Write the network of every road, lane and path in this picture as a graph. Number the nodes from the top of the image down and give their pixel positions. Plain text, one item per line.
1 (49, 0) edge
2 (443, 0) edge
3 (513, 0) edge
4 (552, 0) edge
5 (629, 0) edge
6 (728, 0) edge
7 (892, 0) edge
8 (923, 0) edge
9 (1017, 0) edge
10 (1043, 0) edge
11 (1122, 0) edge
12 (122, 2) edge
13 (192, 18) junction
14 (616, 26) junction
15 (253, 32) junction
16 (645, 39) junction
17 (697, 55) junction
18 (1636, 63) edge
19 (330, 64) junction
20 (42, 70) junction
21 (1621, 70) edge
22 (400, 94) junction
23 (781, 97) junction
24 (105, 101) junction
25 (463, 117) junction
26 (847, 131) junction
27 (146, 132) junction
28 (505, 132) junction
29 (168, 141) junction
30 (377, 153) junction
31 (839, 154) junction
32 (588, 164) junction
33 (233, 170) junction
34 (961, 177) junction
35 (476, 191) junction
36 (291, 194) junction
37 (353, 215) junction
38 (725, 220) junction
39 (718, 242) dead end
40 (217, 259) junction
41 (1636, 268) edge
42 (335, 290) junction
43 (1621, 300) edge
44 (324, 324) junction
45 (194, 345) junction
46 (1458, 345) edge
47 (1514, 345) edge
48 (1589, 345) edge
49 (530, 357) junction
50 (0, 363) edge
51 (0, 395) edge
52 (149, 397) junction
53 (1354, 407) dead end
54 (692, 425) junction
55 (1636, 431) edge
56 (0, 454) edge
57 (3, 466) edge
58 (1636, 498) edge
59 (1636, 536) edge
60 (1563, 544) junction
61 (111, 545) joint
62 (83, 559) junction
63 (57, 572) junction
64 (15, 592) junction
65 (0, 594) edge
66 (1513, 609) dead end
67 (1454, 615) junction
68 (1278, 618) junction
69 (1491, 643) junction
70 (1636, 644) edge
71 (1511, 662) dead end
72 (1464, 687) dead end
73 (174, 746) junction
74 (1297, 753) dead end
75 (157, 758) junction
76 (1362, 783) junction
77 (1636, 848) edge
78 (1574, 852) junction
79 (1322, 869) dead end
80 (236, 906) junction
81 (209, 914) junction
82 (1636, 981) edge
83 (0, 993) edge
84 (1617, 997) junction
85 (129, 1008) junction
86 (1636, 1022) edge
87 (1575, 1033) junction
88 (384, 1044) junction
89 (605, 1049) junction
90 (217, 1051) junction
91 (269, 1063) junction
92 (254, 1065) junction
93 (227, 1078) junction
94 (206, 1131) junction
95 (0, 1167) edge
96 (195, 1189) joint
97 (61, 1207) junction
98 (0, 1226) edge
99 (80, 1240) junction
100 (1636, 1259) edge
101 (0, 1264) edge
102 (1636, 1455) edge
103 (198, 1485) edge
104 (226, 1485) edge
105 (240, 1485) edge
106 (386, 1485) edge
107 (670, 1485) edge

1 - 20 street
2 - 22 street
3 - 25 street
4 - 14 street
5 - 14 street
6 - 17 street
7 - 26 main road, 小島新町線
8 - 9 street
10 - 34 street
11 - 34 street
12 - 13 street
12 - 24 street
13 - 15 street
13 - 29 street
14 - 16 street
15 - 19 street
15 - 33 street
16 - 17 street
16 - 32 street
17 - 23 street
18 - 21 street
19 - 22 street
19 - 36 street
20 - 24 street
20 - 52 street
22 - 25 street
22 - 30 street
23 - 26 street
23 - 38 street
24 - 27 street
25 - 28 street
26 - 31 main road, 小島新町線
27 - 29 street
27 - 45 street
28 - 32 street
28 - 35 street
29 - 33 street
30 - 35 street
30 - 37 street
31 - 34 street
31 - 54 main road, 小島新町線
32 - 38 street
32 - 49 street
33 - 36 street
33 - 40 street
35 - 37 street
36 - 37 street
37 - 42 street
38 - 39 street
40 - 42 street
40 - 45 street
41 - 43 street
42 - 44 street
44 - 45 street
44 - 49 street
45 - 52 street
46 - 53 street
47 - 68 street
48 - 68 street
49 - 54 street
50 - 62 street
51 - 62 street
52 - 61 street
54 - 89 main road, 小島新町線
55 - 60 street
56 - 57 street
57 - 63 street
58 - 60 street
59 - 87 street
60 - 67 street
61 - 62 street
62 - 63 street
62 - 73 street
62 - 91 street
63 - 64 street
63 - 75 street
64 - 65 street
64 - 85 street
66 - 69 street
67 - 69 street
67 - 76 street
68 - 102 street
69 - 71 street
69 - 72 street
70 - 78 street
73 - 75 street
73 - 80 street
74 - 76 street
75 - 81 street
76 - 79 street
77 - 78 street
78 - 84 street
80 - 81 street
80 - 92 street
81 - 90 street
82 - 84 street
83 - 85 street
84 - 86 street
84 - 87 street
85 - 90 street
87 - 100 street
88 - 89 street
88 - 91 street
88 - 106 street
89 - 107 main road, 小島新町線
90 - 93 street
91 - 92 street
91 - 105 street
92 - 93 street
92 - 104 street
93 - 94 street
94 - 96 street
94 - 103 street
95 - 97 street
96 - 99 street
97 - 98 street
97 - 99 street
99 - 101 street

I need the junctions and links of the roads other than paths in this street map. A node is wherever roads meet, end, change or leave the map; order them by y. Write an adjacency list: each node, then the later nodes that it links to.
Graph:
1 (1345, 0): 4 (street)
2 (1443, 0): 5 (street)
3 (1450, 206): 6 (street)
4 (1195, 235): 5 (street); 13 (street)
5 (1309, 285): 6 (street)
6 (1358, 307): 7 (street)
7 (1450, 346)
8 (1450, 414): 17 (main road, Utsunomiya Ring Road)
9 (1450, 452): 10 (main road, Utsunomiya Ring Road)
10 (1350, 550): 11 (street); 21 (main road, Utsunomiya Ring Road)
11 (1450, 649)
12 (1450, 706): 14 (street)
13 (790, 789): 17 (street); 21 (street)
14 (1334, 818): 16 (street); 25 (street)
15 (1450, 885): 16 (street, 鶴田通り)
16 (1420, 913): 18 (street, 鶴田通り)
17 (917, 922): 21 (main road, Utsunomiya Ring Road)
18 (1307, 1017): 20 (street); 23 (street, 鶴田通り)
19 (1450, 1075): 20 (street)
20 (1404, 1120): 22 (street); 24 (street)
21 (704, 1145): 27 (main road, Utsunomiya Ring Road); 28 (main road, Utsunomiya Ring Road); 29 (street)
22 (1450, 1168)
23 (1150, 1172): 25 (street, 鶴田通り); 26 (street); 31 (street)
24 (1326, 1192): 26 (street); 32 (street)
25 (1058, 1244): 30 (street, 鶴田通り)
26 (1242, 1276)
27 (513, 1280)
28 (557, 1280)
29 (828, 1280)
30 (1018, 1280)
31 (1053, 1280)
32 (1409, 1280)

====

Every line above should be duplicated exactly as it stands.

Task solution =
Write the network of every road, lane and path in this picture as a graph. Number the nodes from the top of the image down and give their pixel positions. Plain text, one item per line.
1 (49, 0) edge
2 (443, 0) edge
3 (513, 0) edge
4 (552, 0) edge
5 (629, 0) edge
6 (728, 0) edge
7 (892, 0) edge
8 (923, 0) edge
9 (1017, 0) edge
10 (1043, 0) edge
11 (1122, 0) edge
12 (122, 2) edge
13 (192, 18) junction
14 (616, 26) junction
15 (253, 32) junction
16 (645, 39) junction
17 (697, 55) junction
18 (1636, 63) edge
19 (330, 64) junction
20 (42, 70) junction
21 (1621, 70) edge
22 (400, 94) junction
23 (781, 97) junction
24 (105, 101) junction
25 (463, 117) junction
26 (847, 131) junction
27 (146, 132) junction
28 (505, 132) junction
29 (168, 141) junction
30 (377, 153) junction
31 (839, 154) junction
32 (588, 164) junction
33 (233, 170) junction
34 (961, 177) junction
35 (476, 191) junction
36 (291, 194) junction
37 (353, 215) junction
38 (725, 220) junction
39 (718, 242) dead end
40 (217, 259) junction
41 (1636, 268) edge
42 (335, 290) junction
43 (1621, 300) edge
44 (324, 324) junction
45 (194, 345) junction
46 (1458, 345) edge
47 (1514, 345) edge
48 (1589, 345) edge
49 (530, 357) junction
50 (0, 363) edge
51 (0, 395) edge
52 (149, 397) junction
53 (1354, 407) dead end
54 (692, 425) junction
55 (1636, 431) edge
56 (0, 454) edge
57 (3, 466) edge
58 (1636, 498) edge
59 (1636, 536) edge
60 (1563, 544) junction
61 (111, 545) joint
62 (83, 559) junction
63 (57, 572) junction
64 (15, 592) junction
65 (0, 594) edge
66 (1513, 609) dead end
67 (1454, 615) junction
68 (1278, 618) junction
69 (1491, 643) junction
70 (1636, 644) edge
71 (1511, 662) dead end
72 (1464, 687) dead end
73 (174, 746) junction
74 (1297, 753) dead end
75 (157, 758) junction
76 (1362, 783) junction
77 (1636, 848) edge
78 (1574, 852) junction
79 (1322, 869) dead end
80 (236, 906) junction
81 (209, 914) junction
82 (1636, 981) edge
83 (0, 993) edge
84 (1617, 997) junction
85 (129, 1008) junction
86 (1636, 1022) edge
87 (1575, 1033) junction
88 (384, 1044) junction
89 (605, 1049) junction
90 (217, 1051) junction
91 (269, 1063) junction
92 (254, 1065) junction
93 (227, 1078) junction
94 (206, 1131) junction
95 (0, 1167) edge
96 (195, 1189) joint
97 (61, 1207) junction
98 (0, 1226) edge
99 (80, 1240) junction
100 (1636, 1259) edge
101 (0, 1264) edge
102 (1636, 1455) edge
103 (198, 1485) edge
104 (226, 1485) edge
105 (240, 1485) edge
106 (386, 1485) edge
107 (670, 1485) edge

1 - 20 street
2 - 22 street
3 - 25 street
4 - 14 street
5 - 14 street
6 - 17 street
7 - 26 main road, 小島新町線
8 - 9 street
10 - 34 street
11 - 34 street
12 - 13 street
12 - 24 street
13 - 15 street
13 - 29 street
14 - 16 street
15 - 19 street
15 - 33 street
16 - 17 street
16 - 32 street
17 - 23 street
18 - 21 street
19 - 22 street
19 - 36 street
20 - 24 street
20 - 52 street
22 - 25 street
22 - 30 street
23 - 26 street
23 - 38 street
24 - 27 street
25 - 28 street
26 - 31 main road, 小島新町線
27 - 29 street
27 - 45 street
28 - 32 street
28 - 35 street
29 - 33 street
30 - 35 street
30 - 37 street
31 - 34 street
31 - 54 main road, 小島新町線
32 - 38 street
32 - 49 street
33 - 36 street
33 - 40 street
35 - 37 street
36 - 37 street
37 - 42 street
38 - 39 street
40 - 42 street
40 - 45 street
41 - 43 street
42 - 44 street
44 - 45 street
44 - 49 street
45 - 52 street
46 - 53 street
47 - 68 street
48 - 68 street
49 - 54 street
50 - 62 street
51 - 62 street
52 - 61 street
54 - 89 main road, 小島新町線
55 - 60 street
56 - 57 street
57 - 63 street
58 - 60 street
59 - 87 street
60 - 67 street
61 - 62 street
62 - 63 street
62 - 73 street
62 - 91 street
63 - 64 street
63 - 75 street
64 - 65 street
64 - 85 street
66 - 69 street
67 - 69 street
67 - 76 street
68 - 102 street
69 - 71 street
69 - 72 street
70 - 78 street
73 - 75 street
73 - 80 street
74 - 76 street
75 - 81 street
76 - 79 street
77 - 78 street
78 - 84 street
80 - 81 street
80 - 92 street
81 - 90 street
82 - 84 street
83 - 85 street
84 - 86 street
84 - 87 street
85 - 90 street
87 - 100 street
88 - 89 street
88 - 91 street
88 - 106 street
89 - 107 main road, 小島新町線
90 - 93 street
91 - 92 street
91 - 105 street
92 - 93 street
92 - 104 street
93 - 94 street
94 - 96 street
94 - 103 street
95 - 97 street
96 - 99 street
97 - 98 street
97 - 99 street
99 - 101 street

I need the junctions and links of the roads other than paths in this street map. A node is wherever roads meet, end, change or leave the map; order them by y. Write an adjacency list: each node, then the later nodes that it links to.
Graph:
1 (1345, 0): 4 (street)
2 (1443, 0): 5 (street)
3 (1450, 206): 6 (street)
4 (1195, 235): 5 (street); 13 (street)
5 (1309, 285): 6 (street)
6 (1358, 307): 7 (street)
7 (1450, 346)
8 (1450, 414): 17 (main road, Utsunomiya Ring Road)
9 (1450, 452): 10 (main road, Utsunomiya Ring Road)
10 (1350, 550): 11 (street); 21 (main road, Utsunomiya Ring Road)
11 (1450, 649)
12 (1450, 706): 14 (street)
13 (790, 789): 17 (street); 21 (street)
14 (1334, 818): 16 (street); 25 (street)
15 (1450, 885): 16 (street, 鶴田通り)
16 (1420, 913): 18 (street, 鶴田通り)
17 (917, 922): 21 (main road, Utsunomiya Ring Road)
18 (1307, 1017): 20 (street); 23 (street, 鶴田通り)
19 (1450, 1075): 20 (street)
20 (1404, 1120): 22 (street); 24 (street)
21 (704, 1145): 27 (main road, Utsunomiya Ring Road); 28 (main road, Utsunomiya Ring Road); 29 (street)
22 (1450, 1168)
23 (1150, 1172): 25 (street, 鶴田通り); 26 (street); 31 (street)
24 (1326, 1192): 26 (street); 32 (street)
25 (1058, 1244): 30 (street, 鶴田通り)
26 (1242, 1276)
27 (513, 1280)
28 (557, 1280)
29 (828, 1280)
30 (1018, 1280)
31 (1053, 1280)
32 (1409, 1280)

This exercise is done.